Open kcoyle opened 2 years ago
Will this section of the Cookbook provide guidance on sh:message
for providing more context on sh:severity
violations and warnings? Or is there somewhere else where this information is available? I've seen open related issues/comments, so maybe this hasn't been decided.
@sfolsom we might cover how to define severity and a message in extensions to DCTAP (e.g. as extra columns in the table) so that they can be encoded SHACL; but they will be suggestions only, nothing about converting to SHACL will be normative.
@sfolsom We are always looking for examples that folks can relate to. "Real" examples tend to be too complex, but if you can tell/send a reduced example from your work that however "looks real" that would be appreciated. It doesn't have to be in code - a use case would be great. Thanks.
Thanks for the response. The idea of keeping SHACL-specific work non-normative makes sense.

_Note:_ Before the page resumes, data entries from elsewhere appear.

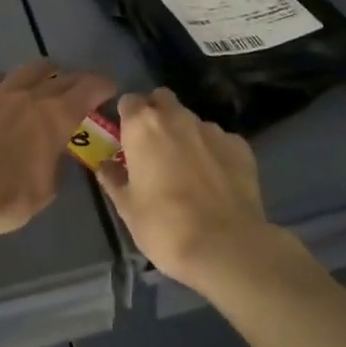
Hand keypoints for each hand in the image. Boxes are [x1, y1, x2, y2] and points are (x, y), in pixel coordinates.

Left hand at [0, 61, 115, 237]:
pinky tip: (0, 89)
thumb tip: (52, 158)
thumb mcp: (41, 193)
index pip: (87, 90)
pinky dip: (2, 81)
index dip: (101, 85)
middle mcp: (29, 97)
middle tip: (81, 86)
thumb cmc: (1, 197)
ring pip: (26, 69)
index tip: (109, 86)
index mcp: (54, 119)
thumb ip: (52, 170)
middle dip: (75, 79)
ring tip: (45, 78)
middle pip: (59, 77)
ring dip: (42, 72)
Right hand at [96, 89, 272, 288]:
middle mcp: (177, 118)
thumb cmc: (164, 226)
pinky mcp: (241, 146)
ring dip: (186, 136)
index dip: (127, 117)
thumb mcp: (127, 208)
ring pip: (192, 121)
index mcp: (143, 126)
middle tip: (155, 147)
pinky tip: (216, 181)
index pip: (129, 101)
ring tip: (189, 170)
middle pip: (163, 100)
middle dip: (157, 114)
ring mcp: (212, 129)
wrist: (225, 246)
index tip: (126, 137)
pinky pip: (220, 141)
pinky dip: (214, 153)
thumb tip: (105, 166)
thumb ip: (114, 179)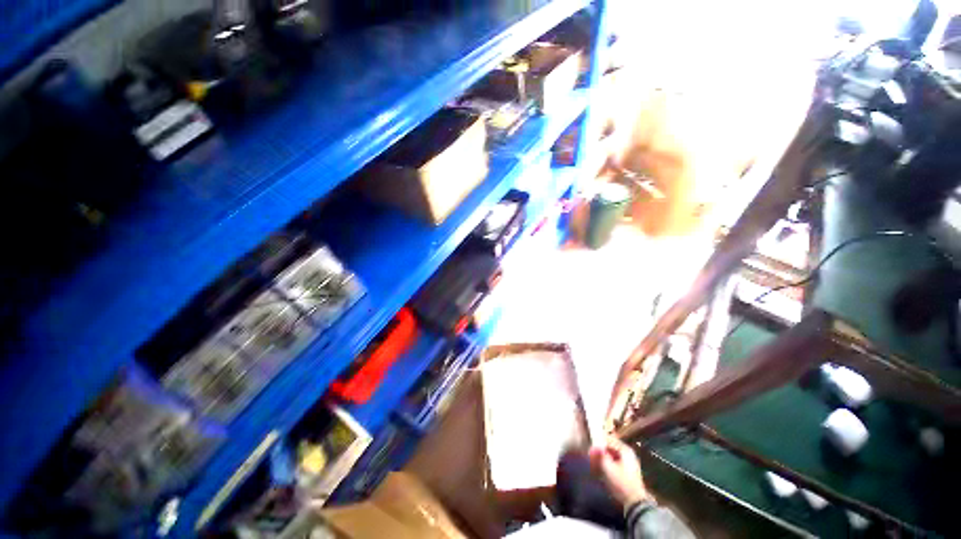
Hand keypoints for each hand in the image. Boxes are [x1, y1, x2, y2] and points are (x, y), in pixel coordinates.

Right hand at [589, 436, 649, 509]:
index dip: (599, 441)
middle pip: (611, 446)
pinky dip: (609, 461)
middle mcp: (629, 453)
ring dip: (604, 456)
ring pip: (613, 454)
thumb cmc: (621, 483)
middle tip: (592, 453)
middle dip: (601, 449)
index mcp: (625, 450)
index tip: (590, 445)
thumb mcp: (608, 468)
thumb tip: (592, 446)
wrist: (635, 502)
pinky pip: (616, 460)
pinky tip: (603, 467)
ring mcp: (630, 462)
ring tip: (595, 460)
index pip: (609, 439)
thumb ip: (600, 455)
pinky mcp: (629, 470)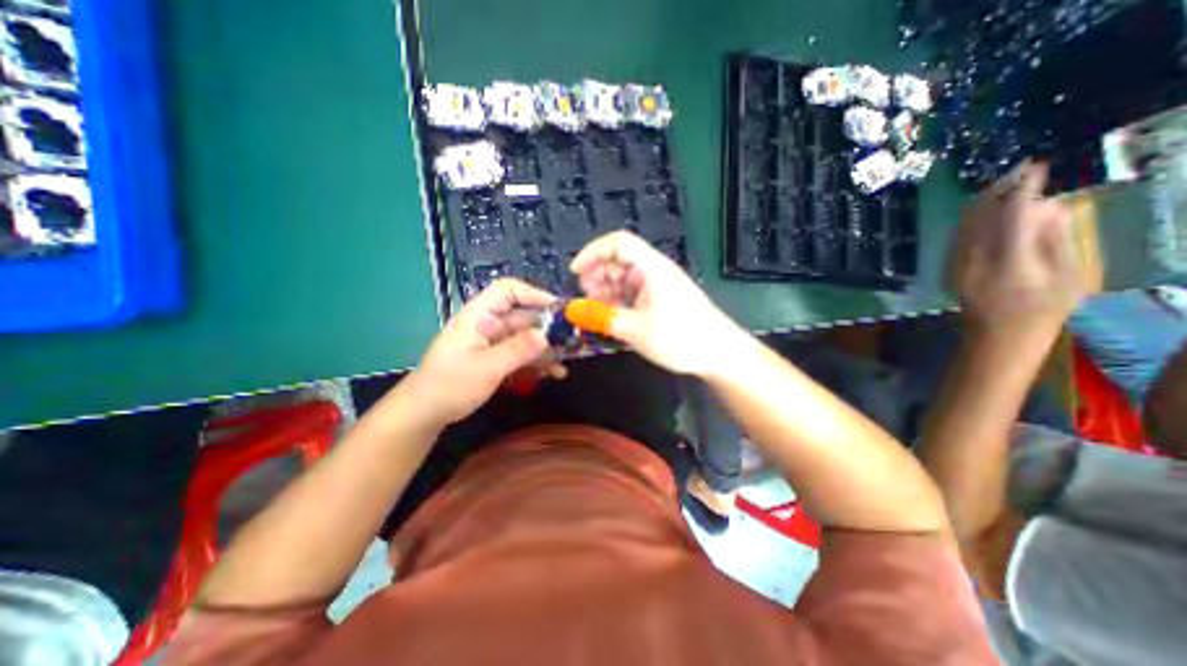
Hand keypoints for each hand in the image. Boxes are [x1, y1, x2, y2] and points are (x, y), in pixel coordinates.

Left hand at [410, 276, 557, 426]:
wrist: (424, 414)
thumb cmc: (450, 385)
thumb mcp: (486, 367)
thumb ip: (518, 350)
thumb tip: (547, 335)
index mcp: (480, 316)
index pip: (508, 290)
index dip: (533, 294)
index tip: (558, 309)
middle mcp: (488, 325)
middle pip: (523, 316)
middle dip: (548, 327)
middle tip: (572, 340)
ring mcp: (493, 343)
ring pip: (525, 337)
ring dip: (546, 348)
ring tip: (567, 361)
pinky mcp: (496, 359)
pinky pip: (521, 355)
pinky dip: (537, 362)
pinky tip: (554, 373)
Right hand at [571, 229, 743, 376]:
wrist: (720, 354)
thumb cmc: (681, 338)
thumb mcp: (636, 329)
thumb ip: (601, 317)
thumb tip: (572, 310)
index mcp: (651, 268)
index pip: (618, 243)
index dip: (593, 252)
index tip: (575, 273)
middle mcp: (655, 270)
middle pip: (619, 260)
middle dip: (597, 274)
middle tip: (586, 298)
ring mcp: (660, 285)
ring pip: (625, 277)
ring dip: (607, 289)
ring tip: (598, 310)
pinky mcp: (662, 299)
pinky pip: (634, 292)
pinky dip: (619, 300)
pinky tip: (613, 315)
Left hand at [948, 158, 1081, 340]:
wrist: (996, 337)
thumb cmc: (1042, 310)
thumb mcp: (1066, 275)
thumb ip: (1055, 239)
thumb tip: (1049, 207)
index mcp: (1007, 262)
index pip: (1011, 216)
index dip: (1022, 189)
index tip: (1035, 168)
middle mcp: (973, 260)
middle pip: (978, 216)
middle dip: (998, 189)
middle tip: (1019, 170)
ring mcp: (956, 265)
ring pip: (963, 225)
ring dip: (983, 201)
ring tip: (1007, 183)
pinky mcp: (950, 269)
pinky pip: (958, 236)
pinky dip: (973, 218)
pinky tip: (988, 210)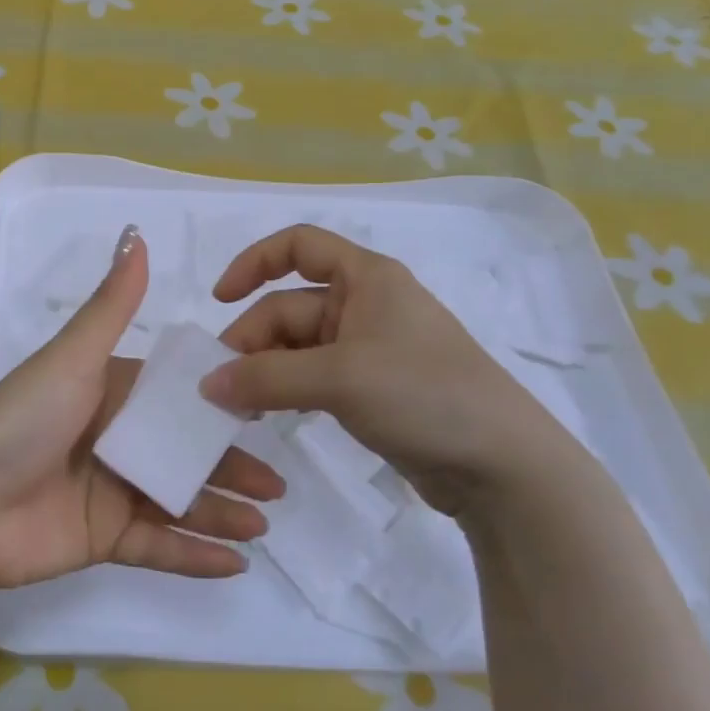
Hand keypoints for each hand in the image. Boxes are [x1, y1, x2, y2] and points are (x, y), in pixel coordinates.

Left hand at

To provide context to the question, I'm part of a PCC group thinking about interoperability of BIBFRAME data, and we're starting to define shapes, and thinking about how to have meaningful validation reports that include more than pass/fail violations. There's a number of properties that we have designated as "required if applicable" where a sh:Violation or sh:Warning with a sh:resultMessage would be useful.
I have another question about extending DCTAP to support SHACL validation. We have a use case where we want to define a target of a shape as entities that use a specific property where the object of that property is a specific type. For example we need two shapes... 1.) A shape for bf:Electronics that are bf:instancesOf works that are typed as bf:Monograph 2.) A shape for bf:Electronics that are bf:instancesOf works that are typed as bf:Serial.
I noticed https://github.com/philbarker/TAP2SHACL/blob/main/examples/SHACLPerson/shapes.csv as an implementation of an extension for SHACL, and I was wondering if the cookbook for SHACL might eventually include a type vocabulary for things like class, objectsOf, subjectsOf, SPARQLTarget. I snuck SPARQLTarget in there :) because I can't think of another what to define the to shapes for bf:Electronics without using sh:SPARQLTarget.
If there is an easier way to define these types of targets using a simpler DCTAP implementation/extension, I'd be grateful for the guidance.
@sfolsom we always felt that there would be things that can be done in languages like SHACL and ShEx that would go beyond what could be covered in a simple tabular format. I don't think anyone wants DC TAP as a competitor to those standards, so we deliberately have avoided creating it as such.
TAP2SHACL already goes beyond what can be done with a TAP alone, for example with the node shape targets. Currently there are no plans to extend it to cover the SHACL Advanced Features.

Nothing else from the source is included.